• AIM OF THE EXERCISE: Only the lines from the one containing "I need the junctions" to the end of the data should be copied, exactly and without pictures.

• ENTRIES SHOWN:
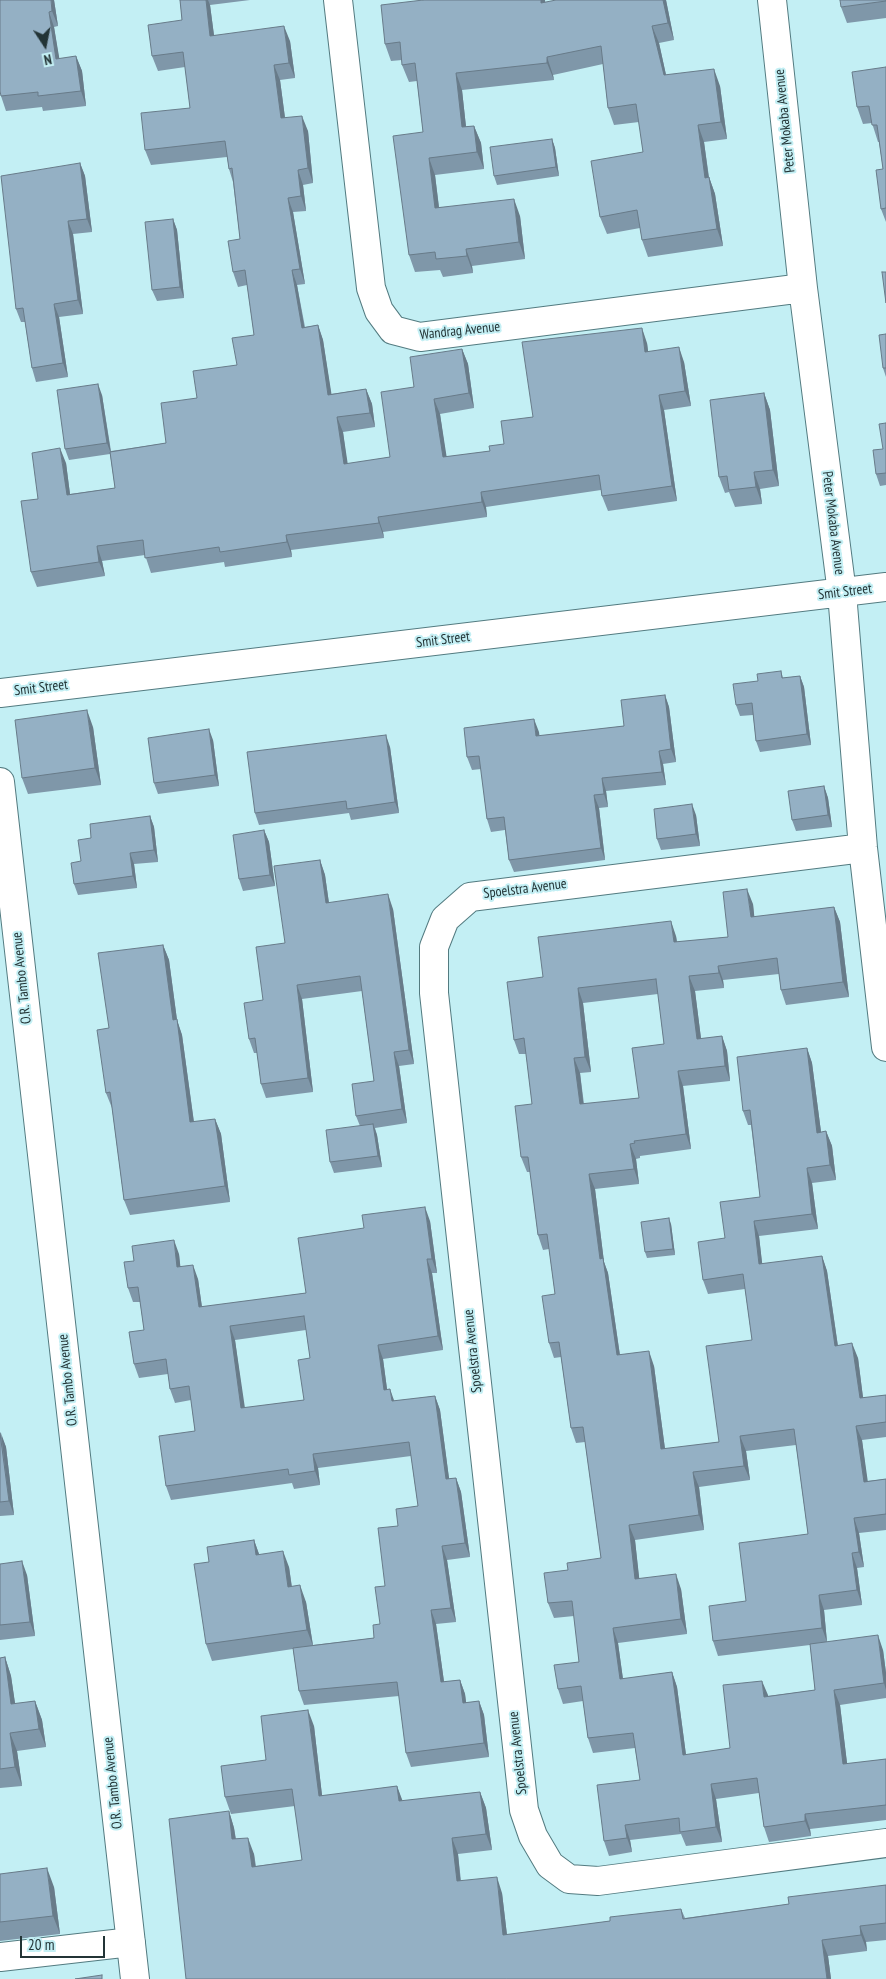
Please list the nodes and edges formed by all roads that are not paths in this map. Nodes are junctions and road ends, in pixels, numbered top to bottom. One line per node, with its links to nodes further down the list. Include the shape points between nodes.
1 (338, 0): 3 (street, Wandrag Avenue, via 371,288 379,311 393,330 420,337)
2 (772, 0): 3 (street, Peter Mokaba Avenue)
3 (803, 288): 5 (street, Peter Mokaba Avenue)
4 (886, 587): 5 (street, Smit Street)
5 (842, 593): 6 (street, Smit Street); 8 (street, Peter Mokaba Avenue)
6 (0, 693)
7 (0, 782): 11 (street, O.R. Tambo Avenue)
8 (864, 848): 9 (street, Peter Mokaba Avenue); 10 (street, Spoelstra Avenue, via 470,897 445,918 434,947 434,993 524,1810 533,1836 550,1865 569,1880 598,1881)
9 (886, 1047)
10 (886, 1843)
11 (131, 1942): 12 (street); 13 (street, O.R. Tambo Avenue)
12 (0, 1957)
13 (134, 1979)

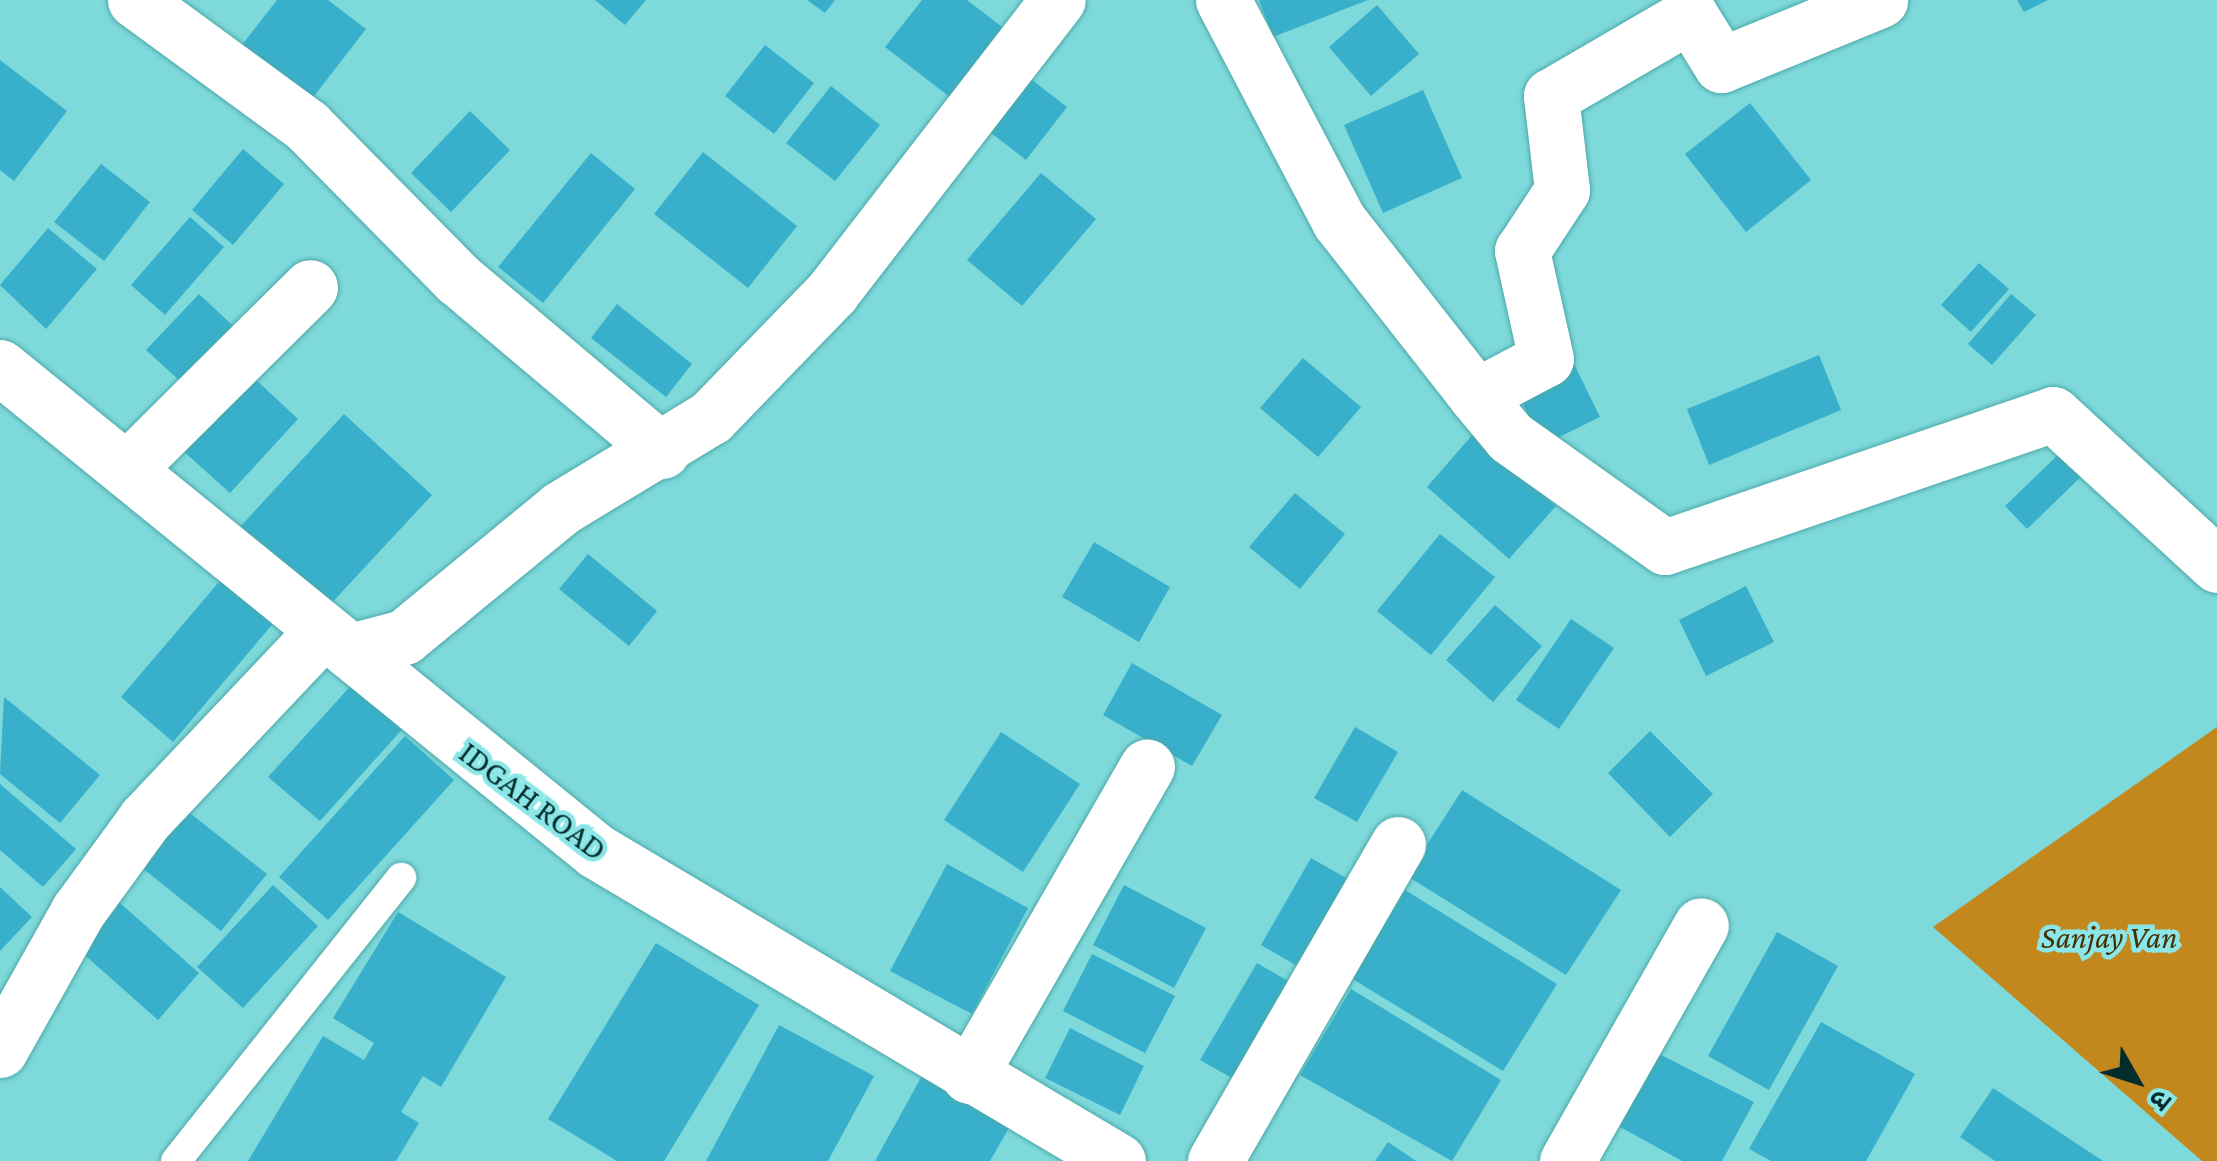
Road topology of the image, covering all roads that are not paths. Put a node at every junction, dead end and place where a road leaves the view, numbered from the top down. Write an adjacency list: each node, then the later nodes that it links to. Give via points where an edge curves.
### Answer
1 (136, 0): 8 (street, via 307,126 458,279)
2 (1058, 0): 8 (street, via 807,320 711,417)
3 (1223, 0): 7 (street, via 1339,222)
4 (1880, 0): 7 (street, via 1720,65 1690,14 1550,96 1562,190 1522,252 1546,359)
5 (310, 287): 9 (street)
6 (0, 367): 9 (street, IDGAH ROAD)
7 (1476, 396): 10 (street, via 1510,437 1665,546 2053,414)
8 (662, 451): 11 (street, via 560,508 404,637)
9 (127, 469): 11 (street, IDGAH ROAD)
10 (2217, 565)
11 (337, 641): 16 (street, via 145,819 78,912); 17 (street, IDGAH ROAD, via 596,852)
12 (1147, 766): 17 (street)
13 (1398, 844): 20 (street)
14 (401, 878): 18 (lane)
15 (1701, 925): 21 (street)
16 (0, 1050)
17 (969, 1076): 19 (street, IDGAH ROAD)
18 (176, 1161)
19 (1118, 1161)
20 (1216, 1161)
21 (1567, 1161)

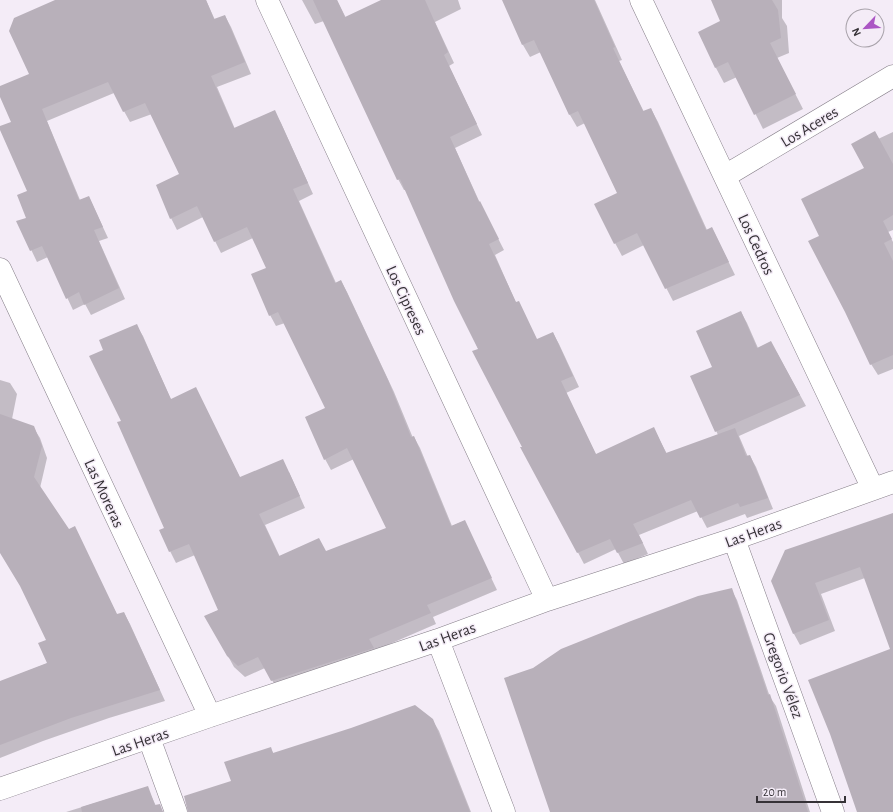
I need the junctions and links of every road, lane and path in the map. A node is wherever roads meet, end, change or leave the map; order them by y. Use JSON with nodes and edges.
{"nodes":[{"id":1,"x":267,"y":0,"type":"edge"},
{"id":2,"x":642,"y":0,"type":"edge"},
{"id":3,"x":893,"y":76,"type":"edge"},
{"id":4,"x":725,"y":176,"type":"junction"},
{"id":5,"x":0,"y":269,"type":"edge"},
{"id":6,"x":883,"y":485,"type":"edge"},
{"id":7,"x":734,"y":539,"type":"junction"},
{"id":8,"x":547,"y":600,"type":"junction"},
{"id":9,"x":438,"y":640,"type":"junction"},
{"id":10,"x":210,"y":716,"type":"junction"},
{"id":11,"x":149,"y":738,"type":"junction"},
{"id":12,"x":0,"y":789,"type":"edge"},
{"id":13,"x":176,"y":812,"type":"edge"},
{"id":14,"x":504,"y":812,"type":"edge"},
{"id":15,"x":833,"y":812,"type":"edge"}],
"edges":[{"from":1,"to":8,"type":"street","name":"Los Cipreses"},
{"from":2,"to":4,"type":"street","name":"Los Cedros"},
{"from":3,"to":4,"type":"street","name":"Los Aceres"},
{"from":4,"to":6,"type":"street","name":"Los Cedros"},
{"from":5,"to":10,"type":"street","name":"Las Moreras"},
{"from":6,"to":7,"type":"street","name":"Las Heras"},
{"from":7,"to":8,"type":"street","name":"Las Heras"},
{"from":7,"to":15,"type":"street","name":"Gregorio Vélez"},
{"from":8,"to":9,"type":"street","name":"Las Heras"},
{"from":9,"to":10,"type":"street","name":"Las Heras"},
{"from":9,"to":14,"type":"street"},
{"from":10,"to":11,"type":"street","name":"Las Heras"},
{"from":11,"to":12,"type":"street","name":"Las Heras"},
{"from":11,"to":13,"type":"street"}]}
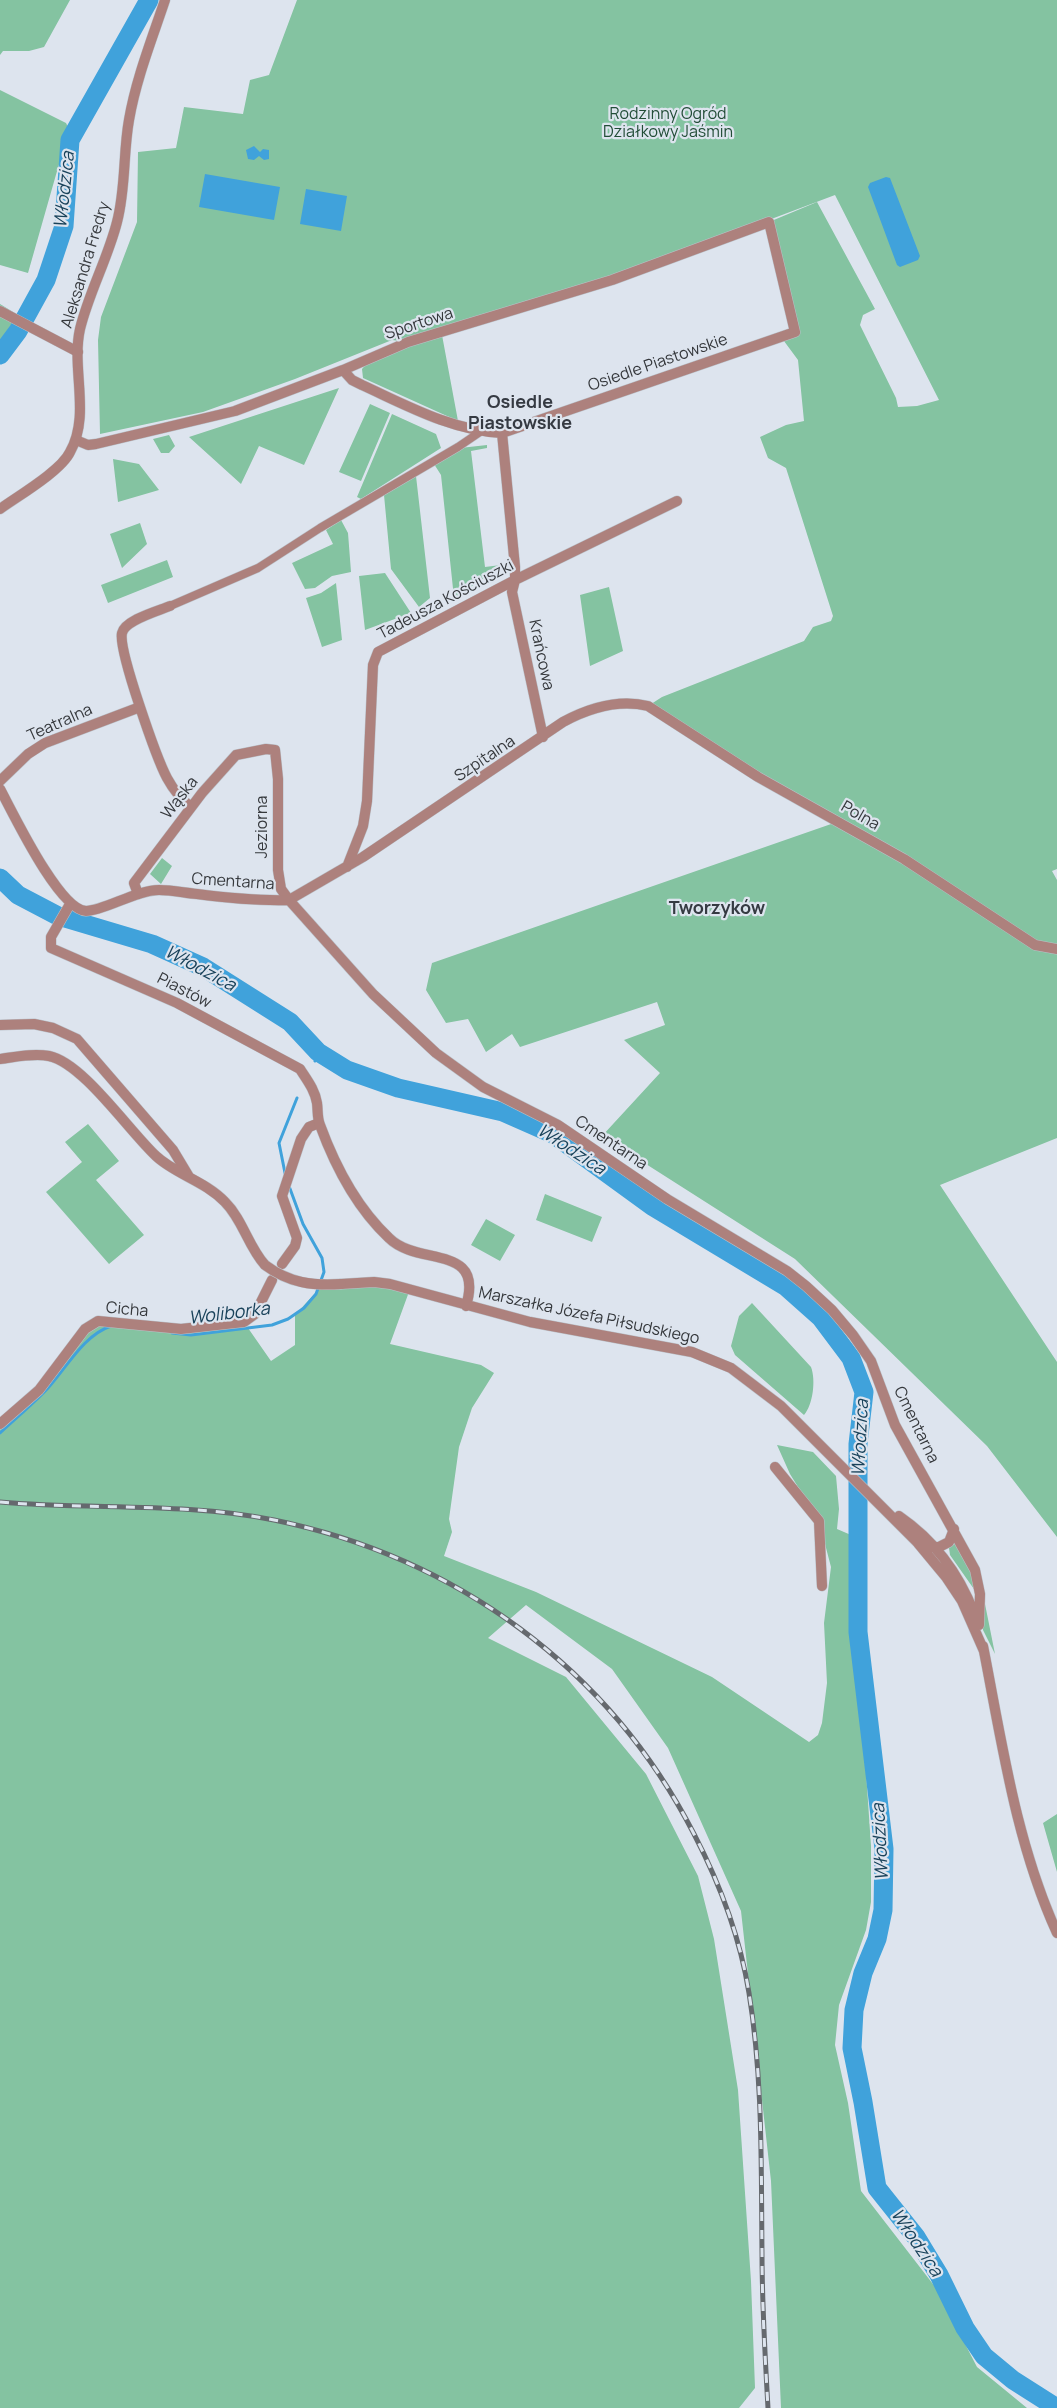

• TASK ANSWER:
I need the junctions and links of every road, lane and path in the map. A node is wherever roads meet, end, change or leave the map; order them by y. Use JSON with nodes and edges.
{"nodes":[{"id":1,"x":267,"y":0,"type":"edge"},
{"id":2,"x":642,"y":0,"type":"edge"},
{"id":3,"x":893,"y":76,"type":"edge"},
{"id":4,"x":725,"y":176,"type":"junction"},
{"id":5,"x":0,"y":269,"type":"edge"},
{"id":6,"x":883,"y":485,"type":"edge"},
{"id":7,"x":734,"y":539,"type":"junction"},
{"id":8,"x":547,"y":600,"type":"junction"},
{"id":9,"x":438,"y":640,"type":"junction"},
{"id":10,"x":210,"y":716,"type":"junction"},
{"id":11,"x":149,"y":738,"type":"junction"},
{"id":12,"x":0,"y":789,"type":"edge"},
{"id":13,"x":176,"y":812,"type":"edge"},
{"id":14,"x":504,"y":812,"type":"edge"},
{"id":15,"x":833,"y":812,"type":"edge"}],
"edges":[{"from":1,"to":8,"type":"street","name":"Los Cipreses"},
{"from":2,"to":4,"type":"street","name":"Los Cedros"},
{"from":3,"to":4,"type":"street","name":"Los Aceres"},
{"from":4,"to":6,"type":"street","name":"Los Cedros"},
{"from":5,"to":10,"type":"street","name":"Las Moreras"},
{"from":6,"to":7,"type":"street","name":"Las Heras"},
{"from":7,"to":8,"type":"street","name":"Las Heras"},
{"from":7,"to":15,"type":"street","name":"Gregorio Vélez"},
{"from":8,"to":9,"type":"street","name":"Las Heras"},
{"from":9,"to":10,"type":"street","name":"Las Heras"},
{"from":9,"to":14,"type":"street"},
{"from":10,"to":11,"type":"street","name":"Las Heras"},
{"from":11,"to":12,"type":"street","name":"Las Heras"},
{"from":11,"to":13,"type":"street"}]}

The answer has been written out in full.